There are those on the left who argue that by rejecting the outcome of the 2016 referendum we implicitly alienated working-class Leave voters, handing them over to the populist right. But a majority of the employed working class voted Remain in 2016. If it was possible to create a Remain majority in Scotland and Northern Ireland, it was certainly possible in England and Wales. But Labour did not even try.

To vote Remain was not a vote in favour of the Europe of the multinationals. Rather, it was an expression of support for a different kind of continent. Of support for open borders, a community of different peoples, of freedom to live and work where you chose, of a common front in favour of human rights, and for a clean environment.
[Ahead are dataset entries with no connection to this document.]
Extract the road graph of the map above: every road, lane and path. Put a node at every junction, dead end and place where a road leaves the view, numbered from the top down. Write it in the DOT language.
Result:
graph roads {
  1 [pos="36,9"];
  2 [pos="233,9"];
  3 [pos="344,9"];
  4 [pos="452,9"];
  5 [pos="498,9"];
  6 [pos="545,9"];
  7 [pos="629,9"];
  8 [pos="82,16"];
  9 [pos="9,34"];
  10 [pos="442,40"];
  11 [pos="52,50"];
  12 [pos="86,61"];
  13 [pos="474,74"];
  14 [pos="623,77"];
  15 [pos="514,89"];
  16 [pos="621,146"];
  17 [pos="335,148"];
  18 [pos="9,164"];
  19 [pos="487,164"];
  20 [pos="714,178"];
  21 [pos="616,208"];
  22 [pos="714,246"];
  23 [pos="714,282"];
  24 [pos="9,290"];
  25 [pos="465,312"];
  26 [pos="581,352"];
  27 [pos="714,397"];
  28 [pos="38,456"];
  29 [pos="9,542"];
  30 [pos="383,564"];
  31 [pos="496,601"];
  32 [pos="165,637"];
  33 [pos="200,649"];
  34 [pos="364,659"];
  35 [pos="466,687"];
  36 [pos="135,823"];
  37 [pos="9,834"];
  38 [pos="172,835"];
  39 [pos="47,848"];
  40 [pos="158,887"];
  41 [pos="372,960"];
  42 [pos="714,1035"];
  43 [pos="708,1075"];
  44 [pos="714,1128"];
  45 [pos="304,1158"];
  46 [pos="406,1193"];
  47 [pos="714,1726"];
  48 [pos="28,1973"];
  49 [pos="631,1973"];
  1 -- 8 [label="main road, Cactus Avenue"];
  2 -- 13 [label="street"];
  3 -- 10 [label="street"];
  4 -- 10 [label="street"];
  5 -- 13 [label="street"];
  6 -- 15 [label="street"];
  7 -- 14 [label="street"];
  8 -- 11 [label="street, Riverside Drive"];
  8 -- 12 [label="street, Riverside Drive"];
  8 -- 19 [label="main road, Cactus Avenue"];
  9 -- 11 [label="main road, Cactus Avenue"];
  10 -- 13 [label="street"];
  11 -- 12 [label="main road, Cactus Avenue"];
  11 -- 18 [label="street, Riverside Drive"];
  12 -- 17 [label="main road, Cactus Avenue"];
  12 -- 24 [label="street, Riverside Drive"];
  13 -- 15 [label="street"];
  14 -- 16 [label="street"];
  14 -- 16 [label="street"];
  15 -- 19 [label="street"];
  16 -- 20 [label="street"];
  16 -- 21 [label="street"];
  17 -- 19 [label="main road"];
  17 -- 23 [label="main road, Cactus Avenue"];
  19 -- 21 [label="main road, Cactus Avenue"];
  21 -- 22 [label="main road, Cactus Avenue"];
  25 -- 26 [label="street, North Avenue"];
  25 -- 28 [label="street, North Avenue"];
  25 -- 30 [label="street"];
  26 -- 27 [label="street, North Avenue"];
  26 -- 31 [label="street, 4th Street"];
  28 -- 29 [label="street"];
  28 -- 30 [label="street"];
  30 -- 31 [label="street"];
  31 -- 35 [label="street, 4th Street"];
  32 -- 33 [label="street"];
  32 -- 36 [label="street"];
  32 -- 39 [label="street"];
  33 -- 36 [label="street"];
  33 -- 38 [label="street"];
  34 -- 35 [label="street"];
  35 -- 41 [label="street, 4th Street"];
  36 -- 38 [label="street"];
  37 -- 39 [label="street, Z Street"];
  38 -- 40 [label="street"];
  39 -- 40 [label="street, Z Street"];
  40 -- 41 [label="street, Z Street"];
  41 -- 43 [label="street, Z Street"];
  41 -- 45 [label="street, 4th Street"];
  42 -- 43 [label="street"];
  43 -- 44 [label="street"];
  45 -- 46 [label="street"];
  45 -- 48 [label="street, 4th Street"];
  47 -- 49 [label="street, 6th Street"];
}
Above all, the European project has – of course, only in part – championed and pre-figured the sort of internationalism the left always claims as its own, but mostly fails to deliver.

So now my passport will change from a pan-European, radical red to a peely-wally Tory blue. I am no longer formally a European in law, merely in aspiration. Unless of course, we Scots decide to make our own history again and rejoin the European mainstream. Venceremos!